My point was just I had no idea other countries had such crazy parking issues.

gumball37 Thu 25-Jun-20 15:19:57

Hollyhobbi

*@gumball37* do you live in the US or Canada? Parking in the UK and Ireland can be a minefield at times due to narrow roads. In fact I know of a few places in Ireland (we had no Roman invasion to build nice wide roads) where the main street of a town was made one way, or they had to build ring roads to bypass the town as they were total bottlenecks.

Yep. US here.

See that is what blows my mind! It's so foreign to me! I can't imagine having to fight for a parking space outside my own home. Just seems wrong.

GiantKitten Thu 25-Jun-20 15:37:09

@gumball37

Our population is approx 1/5 of yours in a tiny fraction of the land area!

Population density:

England: 430 people per square kilometer
USA: 36 people per sq kilometer

BIWI Thu 25-Jun-20 15:47:54

Wow! People in other countries do things differently! Who knew?! hmm

gumball37 Thu 25-Jun-20 15:48:42

GiantKitten

*@gumball37*

Our population is approx 1/5 of yours in a tiny fraction of the land area!

Population density:

England: 430 people per square kilometer
USA: 36 people per sq kilometer

True... And that makes sense. Just, like I said, hard to imagine having to fight to park by or even on your own property.

LillianBland Thu 25-Jun-20 15:52:06

gumball37

My point was just I had no idea other countries had such crazy parking issues.

Try broadening your horizons and you might discover there’s a great big world outside of yours.

DuDuDuLangaLangaBingBong Thu 25-Jun-20 15:52:54

gumball37

These posts blow my mind.... Only in cities have I ever had an issue parking... And those often have parking garages.

I can park 2 cars in my drive and 9ne in the grass beside... As you can see in the background everyone has a drive... And no one needs to park on the road.

Huge parts of the U.K. were built before the car was even invented - the neatness of US grid cities and suburbs weirds me right out!
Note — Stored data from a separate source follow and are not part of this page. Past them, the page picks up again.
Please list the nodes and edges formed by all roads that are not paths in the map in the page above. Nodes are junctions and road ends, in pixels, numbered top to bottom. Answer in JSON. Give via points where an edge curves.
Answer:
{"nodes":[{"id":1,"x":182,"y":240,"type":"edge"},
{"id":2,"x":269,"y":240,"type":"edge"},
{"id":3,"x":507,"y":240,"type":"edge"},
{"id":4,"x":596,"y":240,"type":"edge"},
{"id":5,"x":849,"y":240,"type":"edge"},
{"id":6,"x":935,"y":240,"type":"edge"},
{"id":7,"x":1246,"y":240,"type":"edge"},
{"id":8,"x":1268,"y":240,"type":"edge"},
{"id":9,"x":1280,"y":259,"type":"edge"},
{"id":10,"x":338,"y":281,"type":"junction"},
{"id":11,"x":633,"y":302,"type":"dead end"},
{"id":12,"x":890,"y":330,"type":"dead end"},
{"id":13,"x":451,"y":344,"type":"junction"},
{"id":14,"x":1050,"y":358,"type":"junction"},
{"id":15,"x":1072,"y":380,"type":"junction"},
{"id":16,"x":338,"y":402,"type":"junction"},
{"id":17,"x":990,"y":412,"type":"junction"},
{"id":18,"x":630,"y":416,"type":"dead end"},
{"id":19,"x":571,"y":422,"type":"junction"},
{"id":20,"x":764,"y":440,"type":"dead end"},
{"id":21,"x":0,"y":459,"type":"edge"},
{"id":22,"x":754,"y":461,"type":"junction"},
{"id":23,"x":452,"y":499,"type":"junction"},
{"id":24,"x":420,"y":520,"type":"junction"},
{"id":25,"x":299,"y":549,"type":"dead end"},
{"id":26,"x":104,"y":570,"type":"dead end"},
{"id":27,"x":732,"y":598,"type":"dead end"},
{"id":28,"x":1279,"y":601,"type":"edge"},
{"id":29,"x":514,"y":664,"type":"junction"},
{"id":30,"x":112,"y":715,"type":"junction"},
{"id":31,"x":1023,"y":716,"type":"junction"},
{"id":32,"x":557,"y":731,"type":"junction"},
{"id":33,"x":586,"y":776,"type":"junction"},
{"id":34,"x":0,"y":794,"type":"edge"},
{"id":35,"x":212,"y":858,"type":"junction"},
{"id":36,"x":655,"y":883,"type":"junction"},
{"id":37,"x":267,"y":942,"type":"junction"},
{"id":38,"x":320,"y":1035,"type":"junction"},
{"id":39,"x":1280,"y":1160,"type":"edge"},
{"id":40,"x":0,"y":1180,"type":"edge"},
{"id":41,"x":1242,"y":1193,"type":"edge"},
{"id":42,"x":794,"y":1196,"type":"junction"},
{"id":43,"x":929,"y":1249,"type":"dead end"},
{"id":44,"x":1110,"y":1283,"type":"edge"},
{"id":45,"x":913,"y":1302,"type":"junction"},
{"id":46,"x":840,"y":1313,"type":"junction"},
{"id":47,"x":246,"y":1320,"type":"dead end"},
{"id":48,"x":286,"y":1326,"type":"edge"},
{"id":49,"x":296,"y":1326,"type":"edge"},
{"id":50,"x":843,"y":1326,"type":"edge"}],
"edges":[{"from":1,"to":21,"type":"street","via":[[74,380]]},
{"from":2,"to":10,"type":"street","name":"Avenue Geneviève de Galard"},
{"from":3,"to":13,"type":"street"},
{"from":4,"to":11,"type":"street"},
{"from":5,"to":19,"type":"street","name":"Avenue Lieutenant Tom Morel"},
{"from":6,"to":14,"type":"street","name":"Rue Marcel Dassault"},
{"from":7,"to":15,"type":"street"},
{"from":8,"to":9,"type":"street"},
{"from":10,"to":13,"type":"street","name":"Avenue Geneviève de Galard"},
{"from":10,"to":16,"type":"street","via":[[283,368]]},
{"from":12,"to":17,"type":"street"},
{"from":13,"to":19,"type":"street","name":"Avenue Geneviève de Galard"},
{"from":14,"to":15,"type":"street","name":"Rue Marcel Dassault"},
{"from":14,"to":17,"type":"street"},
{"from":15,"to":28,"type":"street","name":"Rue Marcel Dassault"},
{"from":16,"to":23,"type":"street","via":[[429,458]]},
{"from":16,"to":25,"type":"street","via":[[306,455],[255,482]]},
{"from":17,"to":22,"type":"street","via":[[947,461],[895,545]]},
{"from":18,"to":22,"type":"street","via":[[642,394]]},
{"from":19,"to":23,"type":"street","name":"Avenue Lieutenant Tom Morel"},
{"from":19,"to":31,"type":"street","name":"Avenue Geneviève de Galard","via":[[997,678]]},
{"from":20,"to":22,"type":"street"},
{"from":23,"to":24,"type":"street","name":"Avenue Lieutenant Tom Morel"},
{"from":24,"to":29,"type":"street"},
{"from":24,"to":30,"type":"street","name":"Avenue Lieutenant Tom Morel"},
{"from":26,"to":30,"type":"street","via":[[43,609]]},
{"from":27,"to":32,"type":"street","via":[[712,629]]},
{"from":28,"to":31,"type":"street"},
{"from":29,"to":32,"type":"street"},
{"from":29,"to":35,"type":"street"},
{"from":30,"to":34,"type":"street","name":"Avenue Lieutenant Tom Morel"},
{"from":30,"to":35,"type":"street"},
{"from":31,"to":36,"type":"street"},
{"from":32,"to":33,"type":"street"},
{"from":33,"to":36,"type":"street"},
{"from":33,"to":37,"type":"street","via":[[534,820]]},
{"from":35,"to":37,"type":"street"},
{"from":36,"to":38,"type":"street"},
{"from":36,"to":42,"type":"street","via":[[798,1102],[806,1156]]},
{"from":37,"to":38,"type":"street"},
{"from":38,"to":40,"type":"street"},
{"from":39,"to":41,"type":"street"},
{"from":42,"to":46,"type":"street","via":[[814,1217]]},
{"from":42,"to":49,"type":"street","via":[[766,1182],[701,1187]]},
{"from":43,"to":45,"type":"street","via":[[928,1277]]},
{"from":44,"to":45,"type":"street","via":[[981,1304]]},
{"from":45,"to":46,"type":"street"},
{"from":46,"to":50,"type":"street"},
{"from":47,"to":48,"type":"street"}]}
Things are higgledy piggedy here, especially in cathedral cities where buildings can vary from Norman (built in the 11th century) to modern day fancy glass superstructures.
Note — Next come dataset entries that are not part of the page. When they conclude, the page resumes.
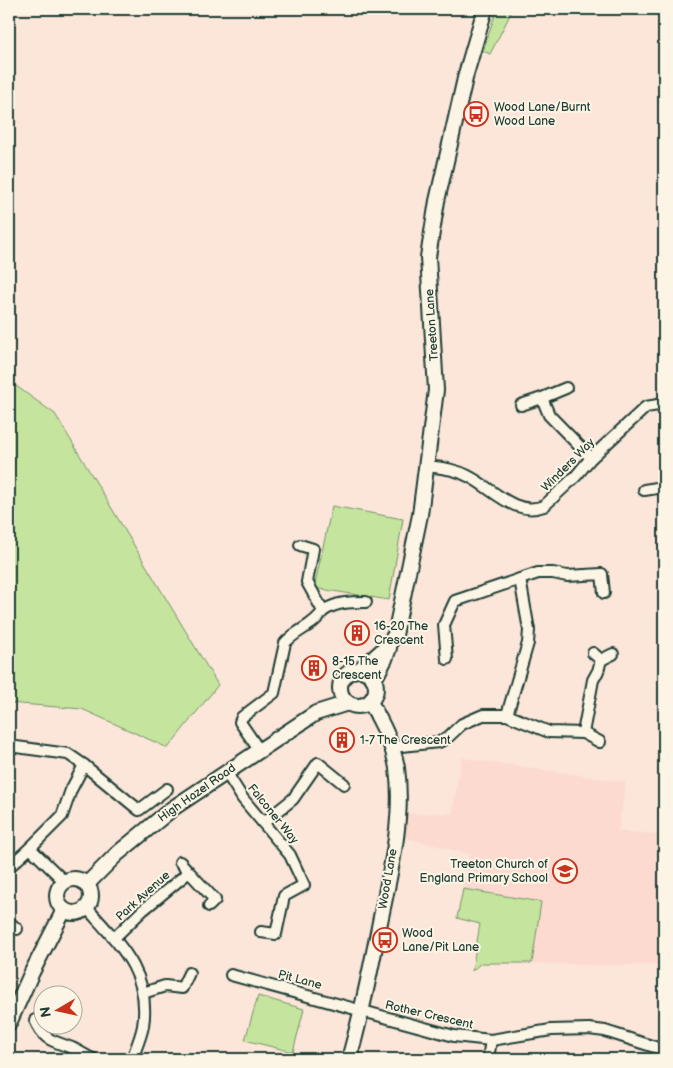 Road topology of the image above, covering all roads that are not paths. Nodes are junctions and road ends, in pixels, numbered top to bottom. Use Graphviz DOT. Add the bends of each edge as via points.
graph roads {
  1 [pos="485,9"];
  2 [pos="566,388"];
  3 [pos="542,398"];
  4 [pos="664,404"];
  5 [pos="520,406"];
  6 [pos="591,458"];
  7 [pos="427,466"];
  8 [pos="664,487"];
  9 [pos="644,490"];
  10 [pos="300,545"];
  11 [pos="520,579"];
  12 [pos="604,593"];
  13 [pos="366,602"];
  14 [pos="323,611"];
  15 [pos="390,642"];
  16 [pos="613,654"];
  17 [pos="447,659"];
  18 [pos="360,670"];
  19 [pos="374,680"];
  20 [pos="341,684"];
  21 [pos="348,702"];
  22 [pos="370,702"];
  23 [pos="316,713"];
  24 [pos="508,715"];
  25 [pos="583,733"];
  26 [pos="600,742"];
  27 [pos="9,746"];
  28 [pos="392,747"];
  29 [pos="259,750"];
  30 [pos="84,765"];
  31 [pos="226,772"];
  32 [pos="344,784"];
  33 [pos="167,789"];
  34 [pos="263,823"];
  35 [pos="30,848"];
  36 [pos="180,862"];
  37 [pos="9,867"];
  38 [pos="189,872"];
  39 [pos="65,882"];
  40 [pos="86,885"];
  41 [pos="208,906"];
  42 [pos="86,907"];
  43 [pos="64,910"];
  44 [pos="9,922"];
  45 [pos="17,929"];
  46 [pos="261,932"];
  47 [pos="114,938"];
  48 [pos="188,973"];
  49 [pos="231,976"];
  50 [pos="144,993"];
  51 [pos="362,1011"];
  52 [pos="9,1023"];
  53 [pos="45,1036"];
  54 [pos="491,1040"];
  55 [pos="664,1050"];
  56 [pos="94,1059"];
  57 [pos="132,1059"];
  58 [pos="349,1059"];
  59 [pos="488,1059"];
  1 -- 7 [label="main road, Treeton Lane" via="464,83 437,201 428,257 436,390"];
  2 -- 3 [label="street"];
  3 -- 5 [label="street"];
  3 -- 6 [label="street" via="549,415"];
  4 -- 6 [label="street, Winders Way" via="646,407"];
  6 -- 7 [label="street, Winders Way" via="544,506 532,509 513,505 468,475"];
  7 -- 15 [label="main road, Treeton Lane" via="395,635"];
  8 -- 9 [label="street"];
  10 -- 14 [label="street" via="313,548 307,582"];
  11 -- 12 [label="street" via="538,573 566,576 602,574"];
  11 -- 17 [label="street" via="455,601 444,626"];
  11 -- 24 [label="street" via="529,630 528,643"];
  13 -- 14 [label="street" via="345,602"];
  14 -- 29 [label="street" via="318,619 285,643 274,694 242,716 240,722"];
  15 -- 18 [label="main road, Treeton Lane"];
  15 -- 19 [label="main road, Treeton Lane"];
  16 -- 25 [label="street" via="597,657 598,671 593,680"];
  18 -- 19 [label="main road"];
  18 -- 20 [label="main road" via="348,674"];
  19 -- 22 [label="main road" via="376,692"];
  20 -- 21 [label="main road" via="342,694"];
  20 -- 23 [label="main road, High Hazel Road"];
  21 -- 22 [label="main road" via="359,706"];
  21 -- 23 [label="main road, High Hazel Road"];
  22 -- 28 [label="main road, Wood Lane"];
  23 -- 29 [label="main road, High Hazel Road"];
  24 -- 25 [label="street" via="549,732"];
  24 -- 28 [label="street" via="483,715 472,719 439,742"];
  25 -- 26 [label="street"];
  27 -- 30 [label="street" via="68,754"];
  28 -- 51 [label="main road, Wood Lane" via="397,777 398,823"];
  29 -- 31 [label="main road, High Hazel Road"];
  30 -- 33 [label="street" via="139,810"];
  30 -- 35 [label="street" via="62,816"];
  31 -- 34 [label="street, Falconer Way" via="243,800"];
  31 -- 40 [label="main road, High Hazel Road" via="173,808 117,854"];
  32 -- 34 [label="street" via="318,763 293,799"];
  34 -- 46 [label="street, Falconer Way" via="290,855 304,886 284,896 276,934"];
  35 -- 37 [label="street"];
  35 -- 39 [label="street"];
  36 -- 38 [label="street, Park Avenue"];
  38 -- 41 [label="street, Park Avenue" via="215,900"];
  38 -- 47 [label="street, Park Avenue"];
  39 -- 40 [label="main road" via="74,879"];
  39 -- 43 [label="main road" via="58,889 57,896"];
  40 -- 42 [label="main road" via="90,893"];
  42 -- 43 [label="main road" via="73,913"];
  42 -- 47 [label="street"];
  43 -- 52 [label="main road"];
  44 -- 45 [label="street"];
  47 -- 50 [label="street" via="129,958"];
  48 -- 50 [label="street" via="182,988 165,986"];
  49 -- 51 [label="street, Pit Lane"];
  50 -- 57 [label="street" via="143,1027"];
  51 -- 54 [label="street, Rother Crescent" via="454,1036"];
  51 -- 58 [label="main road, Wood Lane"];
  53 -- 56 [label="street"];
  54 -- 55 [label="street, Rother Crescent" via="551,1030 590,1029 605,1030"];
  54 -- 59 [label="street"];
}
It’s just what you are used to, I guess?

It’s much easier to get by without owning a car in the U.K. though, more pedestrian and cycle friendly (unless it’s a super rural country lane, as the op describes).

I showed my ex husband (from ATL) a bit of a Roman wall once (built in AD270) he was both impressed by it’s age and bewildered by the fact it was more or less just a bit of old rock 😂

DuDuDuLangaLangaBingBong Thu 25-Jun-20 15:54:12

Everanewbie

Urgh this is all down to how she approaches things. As a MN favourite, you have no more right than anyone else to park outside of your home, private roads and reserved spaces aside. So first come first served is the 'official ' answer. However in a small village where everyone knows each other, I don't see a problem with her asking nicely for a visitor to have a space, so long as the person being asked to move their car to accomodate them can park elesewhere and crucially, doesn't mind. In my view, the neighbour can always say no, and the lady in question must accept this graciously.
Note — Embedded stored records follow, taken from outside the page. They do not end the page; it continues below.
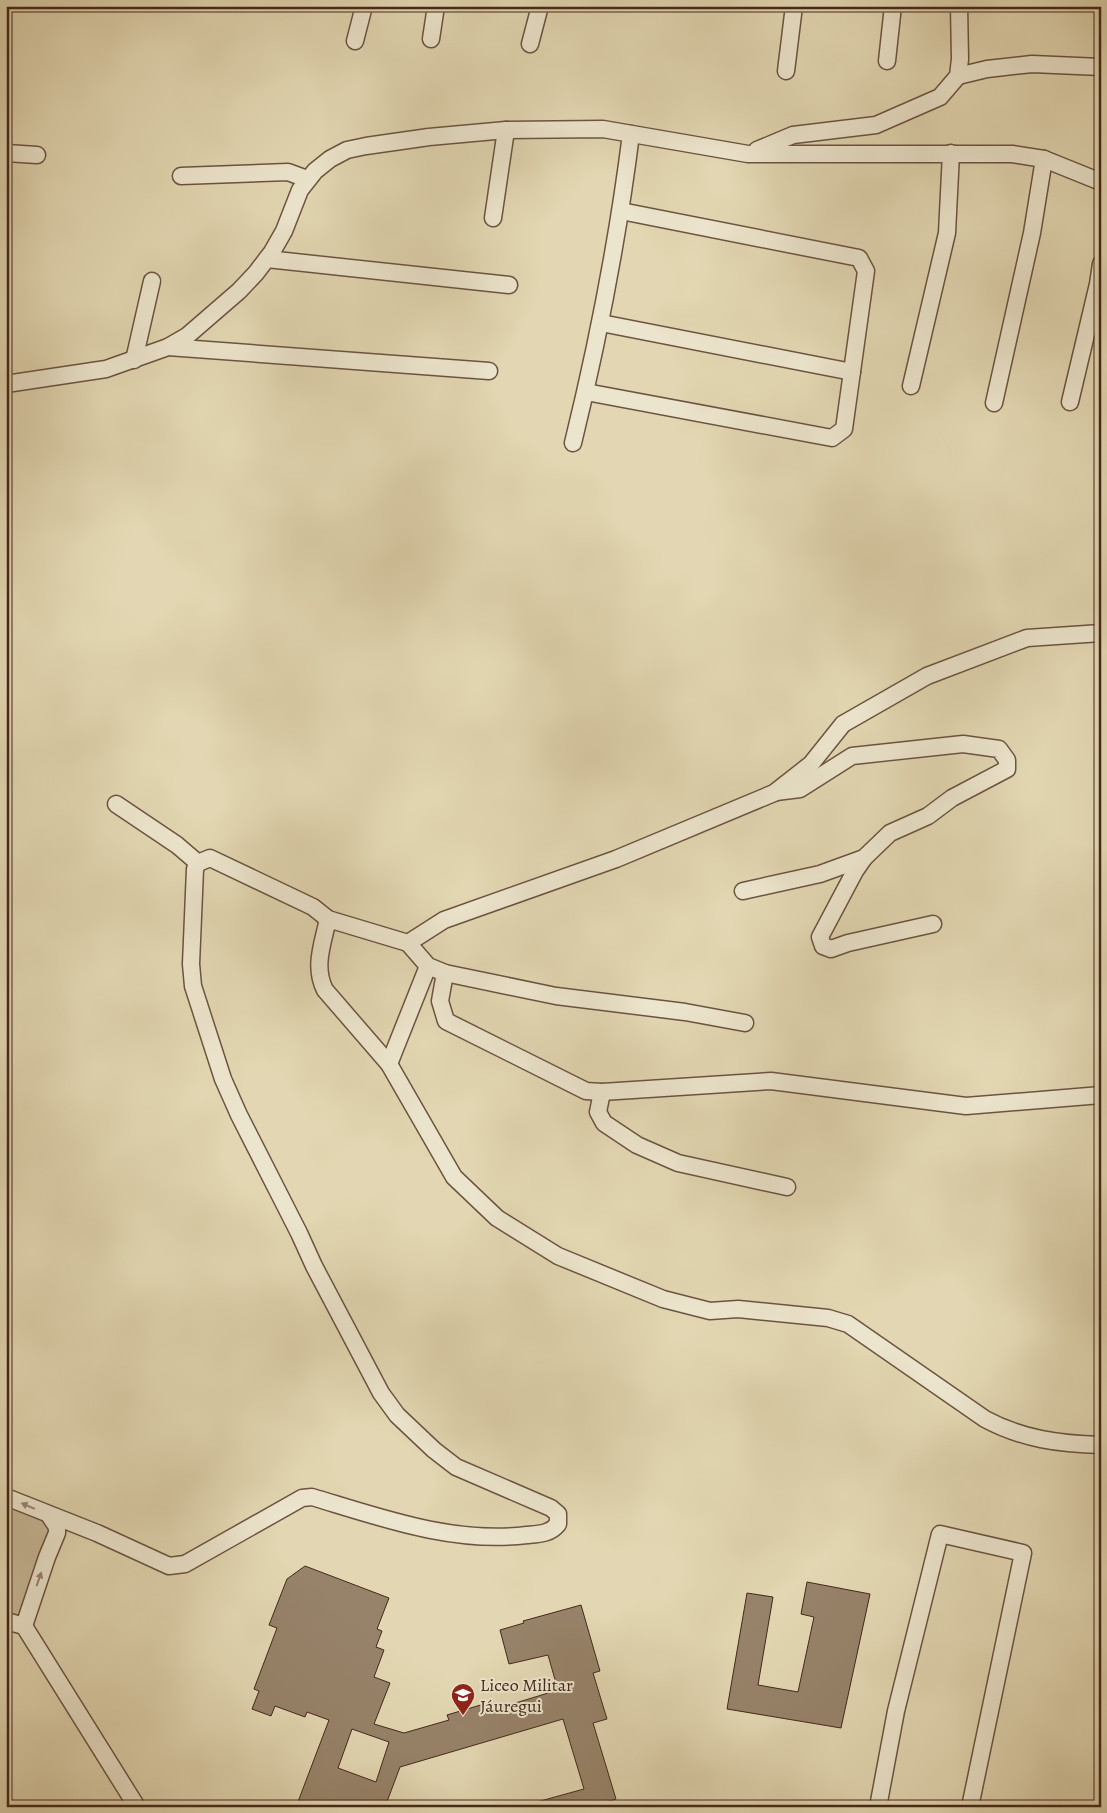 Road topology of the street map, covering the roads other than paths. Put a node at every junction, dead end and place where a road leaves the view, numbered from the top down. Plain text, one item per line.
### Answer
1 (364, 6) edge
2 (436, 6) edge
3 (540, 6) edge
4 (794, 6) edge
5 (893, 6) edge
6 (959, 6) edge
7 (431, 40) dead end
8 (355, 41) dead end
9 (530, 44) dead end
10 (887, 61) dead end
11 (1101, 67) edge
12 (786, 71) dead end
13 (958, 76) junction
14 (506, 130) junction
15 (631, 134) junction
16 (6, 153) edge
17 (951, 153) junction
18 (37, 154) dead end
19 (748, 154) junction
20 (1044, 159) junction
21 (182, 176) dead end
22 (307, 180) junction
23 (1101, 182) edge
24 (621, 211) junction
25 (493, 218) dead end
26 (267, 259) junction
27 (1101, 264) edge
28 (152, 281) dead end
29 (509, 285) dead end
30 (600, 323) junction
31 (168, 348) junction
32 (134, 360) junction
33 (489, 371) dead end
34 (852, 372) junction
35 (6, 384) edge
36 (911, 386) dead end
37 (586, 392) junction
38 (1070, 402) dead end
39 (994, 403) dead end
40 (573, 443) dead end
41 (1101, 633) edge
42 (774, 793) junction
43 (116, 804) dead end
44 (864, 858) junction
45 (198, 863) junction
46 (743, 891) dead end
47 (328, 919) junction
48 (933, 924) dead end
49 (408, 943) junction
50 (428, 966) junction
51 (445, 973) junction
52 (746, 1023) dead end
53 (389, 1064) junction
54 (602, 1092) junction
55 (1101, 1095) edge
56 (787, 1187) dead end
57 (1101, 1444) edge
58 (6, 1497) edge
59 (49, 1515) junction
60 (6, 1621) edge
61 (24, 1626) junction
62 (137, 1807) edge
63 (878, 1807) edge
64 (970, 1807) edge

1 - 8 street
2 - 7 street
3 - 9 street
4 - 12 street
5 - 10 street
6 - 13 street
11 - 13 street
13 - 19 street
14 - 15 street
14 - 22 street
14 - 25 street
15 - 19 street
15 - 24 street
16 - 18 street
17 - 19 street
17 - 20 street
17 - 36 street
20 - 23 street
20 - 39 street
21 - 22 street
22 - 26 street
24 - 30 street
24 - 34 street
26 - 29 street
26 - 31 street
27 - 38 street
28 - 32 street
30 - 34 street
30 - 37 street
31 - 32 street
31 - 33 street
32 - 35 street
34 - 37 street
37 - 40 street
41 - 42 street
42 - 44 street
42 - 49 street
43 - 45 street
44 - 46 street
44 - 48 street
45 - 47 street
45 - 59 street
47 - 49 street
47 - 53 street
49 - 50 street
50 - 51 street
50 - 53 street
51 - 52 street
51 - 54 street
53 - 57 street
54 - 55 street
54 - 56 street
59 -> 58 street
61 -> 59 street
60 - 61 street
61 - 62 street
63 - 64 street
However, if the person in question is asking for other people to be courtious to her, and her guests, she should also understand that you may rely on your unofficial parking space and ask her guests to respect your needs.

However, if she wants to be a cock about it, all bets are off, screw her and her mates, and tell her that they'll have to park legally where they can find space.

In conclusion OP, flexibility works both ways; if se wants flexibility from the neighbours to accomodate her guests, her guests need to also respect you and your needs.